Regardless of who wins, though, the next administration will bring with it some important economic and political changes. The new president will face the challenging tasks of reducing Argentina’s subsidy burden, encouraging foreign direct investment and negotiating renewed access to foreign credit markets. He will also face a sharply divided lower house of Congress, where intense political battles will be commonplace as Argentine parties vie for the votes they need to pass or block legislation.

Analysis

Results aside, the approaching presidential election could bring with it several benefits for the private firms operating in Argentina. The next administration will likely refrain from expropriations of private assets, which were a hallmark of former presidents Nestor Kirchner and Cristina Fernandez de Kirchner. Macri has also promised to repeal the country’s supply law, which gives the government greater oversight of the private sector and strengthens price controls on goods sold in the country.

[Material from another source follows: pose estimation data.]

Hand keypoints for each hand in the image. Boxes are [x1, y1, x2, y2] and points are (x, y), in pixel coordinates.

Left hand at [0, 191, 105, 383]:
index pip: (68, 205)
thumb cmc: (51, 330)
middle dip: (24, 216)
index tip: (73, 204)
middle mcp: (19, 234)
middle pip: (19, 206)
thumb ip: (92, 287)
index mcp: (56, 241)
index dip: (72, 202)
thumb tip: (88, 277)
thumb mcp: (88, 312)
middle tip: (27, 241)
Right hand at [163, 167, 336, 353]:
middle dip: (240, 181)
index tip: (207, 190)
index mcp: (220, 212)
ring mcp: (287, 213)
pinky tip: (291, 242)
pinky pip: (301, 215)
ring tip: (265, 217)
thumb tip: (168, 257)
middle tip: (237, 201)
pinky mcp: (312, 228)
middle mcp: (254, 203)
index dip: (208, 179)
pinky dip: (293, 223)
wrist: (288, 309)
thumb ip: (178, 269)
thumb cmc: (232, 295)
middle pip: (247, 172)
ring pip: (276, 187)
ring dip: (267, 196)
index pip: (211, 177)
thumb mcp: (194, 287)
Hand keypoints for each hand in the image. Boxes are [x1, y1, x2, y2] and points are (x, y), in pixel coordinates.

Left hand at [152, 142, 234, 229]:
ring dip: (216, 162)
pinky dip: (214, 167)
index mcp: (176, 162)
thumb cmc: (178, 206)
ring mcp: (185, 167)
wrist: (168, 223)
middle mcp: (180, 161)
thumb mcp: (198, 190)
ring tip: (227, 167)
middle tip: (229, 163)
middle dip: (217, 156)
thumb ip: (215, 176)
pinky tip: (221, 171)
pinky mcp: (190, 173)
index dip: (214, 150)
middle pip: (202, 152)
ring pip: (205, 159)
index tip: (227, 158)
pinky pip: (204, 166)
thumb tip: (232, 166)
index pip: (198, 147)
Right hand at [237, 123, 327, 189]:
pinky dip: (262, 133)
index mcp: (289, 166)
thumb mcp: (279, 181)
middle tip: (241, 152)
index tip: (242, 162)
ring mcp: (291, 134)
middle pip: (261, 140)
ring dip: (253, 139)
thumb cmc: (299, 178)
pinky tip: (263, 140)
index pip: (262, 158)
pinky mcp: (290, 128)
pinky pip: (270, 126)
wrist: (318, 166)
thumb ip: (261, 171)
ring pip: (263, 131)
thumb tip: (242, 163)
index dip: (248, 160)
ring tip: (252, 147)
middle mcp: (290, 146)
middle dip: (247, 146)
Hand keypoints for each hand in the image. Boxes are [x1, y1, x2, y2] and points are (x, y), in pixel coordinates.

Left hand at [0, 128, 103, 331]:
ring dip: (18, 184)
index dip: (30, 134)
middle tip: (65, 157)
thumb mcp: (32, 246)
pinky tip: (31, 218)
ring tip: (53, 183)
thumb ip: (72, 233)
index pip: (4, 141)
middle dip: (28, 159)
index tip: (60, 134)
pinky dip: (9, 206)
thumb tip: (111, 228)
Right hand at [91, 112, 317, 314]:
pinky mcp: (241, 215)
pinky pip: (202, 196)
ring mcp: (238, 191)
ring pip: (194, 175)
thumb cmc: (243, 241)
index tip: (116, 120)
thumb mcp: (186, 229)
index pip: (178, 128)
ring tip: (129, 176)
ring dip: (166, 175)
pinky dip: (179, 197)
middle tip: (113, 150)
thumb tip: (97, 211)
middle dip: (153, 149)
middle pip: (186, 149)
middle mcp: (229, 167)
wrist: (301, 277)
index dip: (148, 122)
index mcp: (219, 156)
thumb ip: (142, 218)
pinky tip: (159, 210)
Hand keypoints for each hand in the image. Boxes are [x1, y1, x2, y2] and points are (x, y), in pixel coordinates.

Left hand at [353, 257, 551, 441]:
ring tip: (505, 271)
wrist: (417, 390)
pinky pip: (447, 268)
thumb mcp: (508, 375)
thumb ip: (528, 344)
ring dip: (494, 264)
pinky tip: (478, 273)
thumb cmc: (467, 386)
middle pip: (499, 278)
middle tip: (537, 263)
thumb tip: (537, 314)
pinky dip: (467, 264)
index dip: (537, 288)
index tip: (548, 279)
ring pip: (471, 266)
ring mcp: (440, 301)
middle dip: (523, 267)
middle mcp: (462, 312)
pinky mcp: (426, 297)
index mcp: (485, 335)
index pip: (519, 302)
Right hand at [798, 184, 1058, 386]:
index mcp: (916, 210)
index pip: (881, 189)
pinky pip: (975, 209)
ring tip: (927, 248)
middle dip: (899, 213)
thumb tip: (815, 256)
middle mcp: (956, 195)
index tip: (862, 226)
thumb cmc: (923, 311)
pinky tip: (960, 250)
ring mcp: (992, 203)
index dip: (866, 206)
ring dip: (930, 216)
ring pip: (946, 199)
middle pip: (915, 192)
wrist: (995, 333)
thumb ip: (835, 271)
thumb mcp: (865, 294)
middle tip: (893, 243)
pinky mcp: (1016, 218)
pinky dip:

But Argentina’s primary challenges in the coming years will be economic. Many of the factors that have complicated the country’s finances and politics in the past few years will remain in place well into the next presidential term. First, Brazil’s slowing economy, combined with Argentina’s protectionist trade barriers, is steadily eroding bilateral trade. (Argentine exports to Brazil, its largest trading partner, declined by about 27 percent between 2013 and 2014 and are expected to drop further this year.) Brazil’s economy, which is expected to contract by about 3 percent in 2015, is set to see only sluggish growth for the next few years, meaning that Argentina will have to look elsewhere to make up for fewer trade opportunities with Brazil. But even this will be difficult, since Argentina is geographically isolated and uncompetitive in the market for manufacturing exports.

Second, Argentina lacks the financial resources to significantly open its domestic market to private sector imports in the near future. Capital flight, high levels of public spending and falling investment and exports have steadily depleted the country’s foreign currency reserves. Though projected to rise slightly thanks to next year’s soybean and grain exports, Argentina’s stock of foreign currency (currently at about $26.1 billion) will not rebound enough to solve the country’s financial woes. So while the next president may try to loosen some of the restrictions on imports and the disbursement of foreign currency to importers, Argentina will not be able to reverse its protectionist stance overnight, and the country’s depleted currency stocks will continue to be an issue.

Argentina will also have to grapple with a federal deficit of at least 3.5 percent of gross domestic product, if not higher, as well as high inflation caused by rapid monetary expansion. The next administration could try to rein in spending in an attempt to cut inflation, but it would likely encounter resistance from some of its constituencies. Similarly, efforts to repeal price freezes and remove energy subsidies could create political blowback, especially in legislative elections set for 2017. The elections, which will decide half of the 257 seats in the lower house of the Argentine Congress, will be of crucial concern for the incoming president, who will have to deal with an almost evenly split legislature for the first two years of his tenure. Since the Front for Victory holds 109 seats and Cambiemos holds 92, both sides will have to negotiate with Argentina’s smaller political blocs to achieve a simple majority. This process will likely spur an intense competition for votes in the lower house for at least the first half of the next president’s term.

Argentina’s growing financial concerns will encourage the future administration to negotiate with its foreign creditors, especially the holdouts that have demanded the repayment of more than $1.3 billion in debt left over from the country’s 2001 default. The dispute plunged Argentina back into default in 2014, which has hampered its ability to borrow abroad ever since. Finding a solution to the current impasse would change that, but negotiations could also open the country up to even bigger debt payments, as could an October ruling by a U.S. federal court that other bondholders could seek payment of the roughly $7.4 billion in Argentine bonds that have been in legal limbo since 2001. Though Fernandez took a tough stance with these bondholders as part of her political platform, her two potential successors have not. This fact, coupled with the country’s dire financial situation, make it more likely that the next government will pursue talks with Argentina’s creditors.

The Nov. 22 election will bring Argentina a new leader, but the country’s underlying political and economic problems will stay the same. So although some business-friendly changes and moves to open up the economy can be expected from the next administration, which will undoubtedly be hungry for cash, it is unlikely that we will see any drastic changes in how Argentina’s economy interacts with the rest of the world.